Pembrokeshire County Council faces conducting future litigation with “its hands tied behind its back” if a councillor is successful in having legal advice disclosed, its monitoring officer has warned.

Independent councillor Jacob Williams has won a vote that legal advice to the council should be disclosed concerning a former councillor who was convicted of raping two children.

He said on his blog: “I convinced [the scrutiny] committee meeting to recommend that this information should be publicly released.

“The final decision will be made by a vote of all 60 councillors, at the Christmas full council meeting on 13th December. Senior officers are very keen to keep it under wraps.”

The advice concerns former Conservative councillor Dai Boswell, who was jailed in July for what a council statement called “extremely serious sexual offences against two children”.

According to Cllr Williams the council asked James Goudie QC for advice on whether Mr Boswell continued to qualify as a councillor after he was charged but before being convicted.

Cllr Williams said that Mr Boswell ceased to attend enough council meetings to continue his membership under the rule requiring attendance at least every six months, but the council said he had attended certain meetings that could count towards this.

In his successful motion to the scrutiny committee Cllr Williams proposed that the council should make public both Mr Goudie’s legal opinion and the instructions that procured this.

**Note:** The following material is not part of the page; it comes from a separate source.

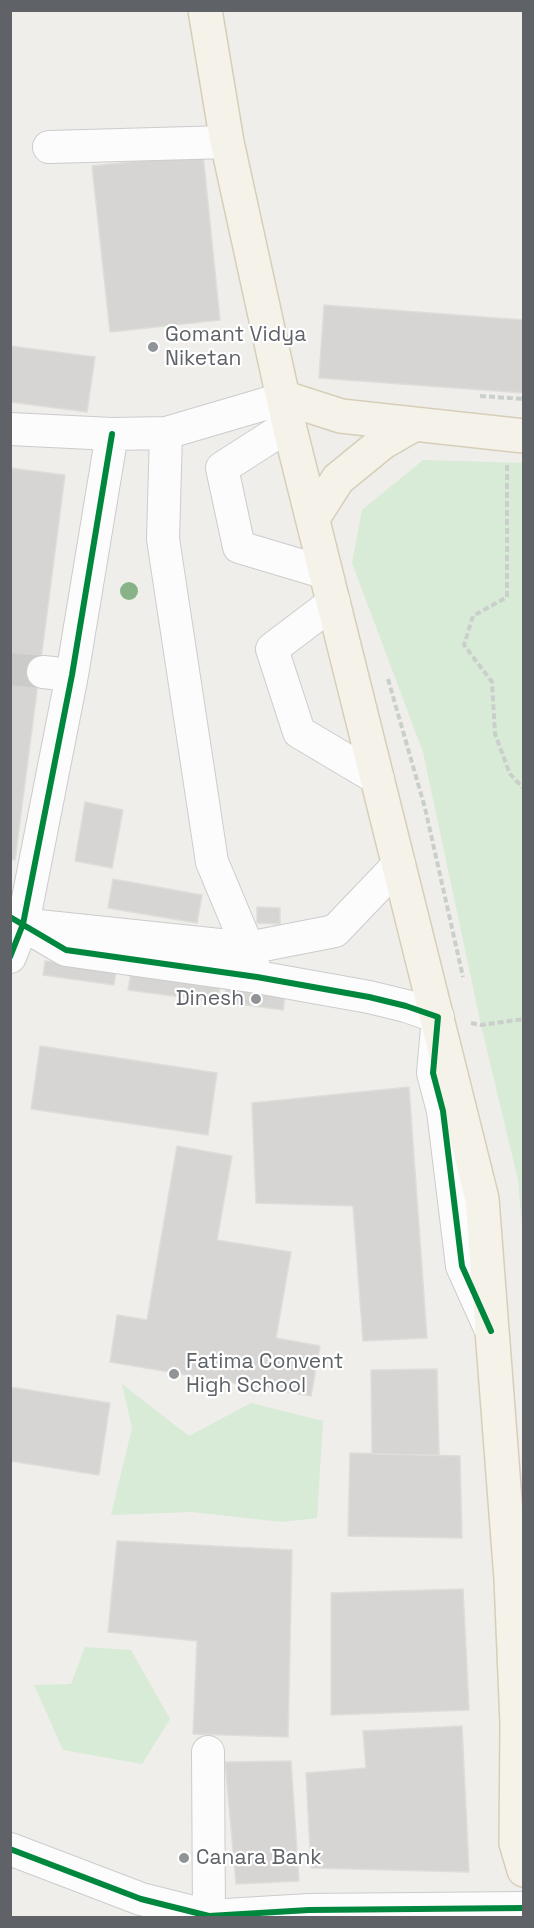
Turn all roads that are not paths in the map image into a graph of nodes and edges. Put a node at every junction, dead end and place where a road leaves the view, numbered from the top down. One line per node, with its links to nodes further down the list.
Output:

But a report to the meeting by monitoring officer Claire Jones said statutory officers had to be able to protect the authority’s legal rights, liabilities and obligations as they saw fit.

“Creating a precedent for publication of such information clearly should not be embarked upon lightly as it could place the authority at risk of future claims and litigation and undermines the ability of officers to deal with highly sensitive legal issues on behalf of the authority,” she said.

“If instructions and advice are to be routinely publicised on the council’s website and edited or full versions subsequently appear in social or other media, the authority will effectively be conducting litigation and business with its hands tied behind its back.”

Ms Jones said the redacted instructions and advice would be made available to councillors where “the common law principle of ‘need to know’ applied”.

She said the Freedom of Information Act 2000 made legal professional privilege exempt from requests for release, and instructions to and advice from counsel would usually be treated as exempt information under Paragraph 16 of Schedule 12A of the Local Government Act 1972.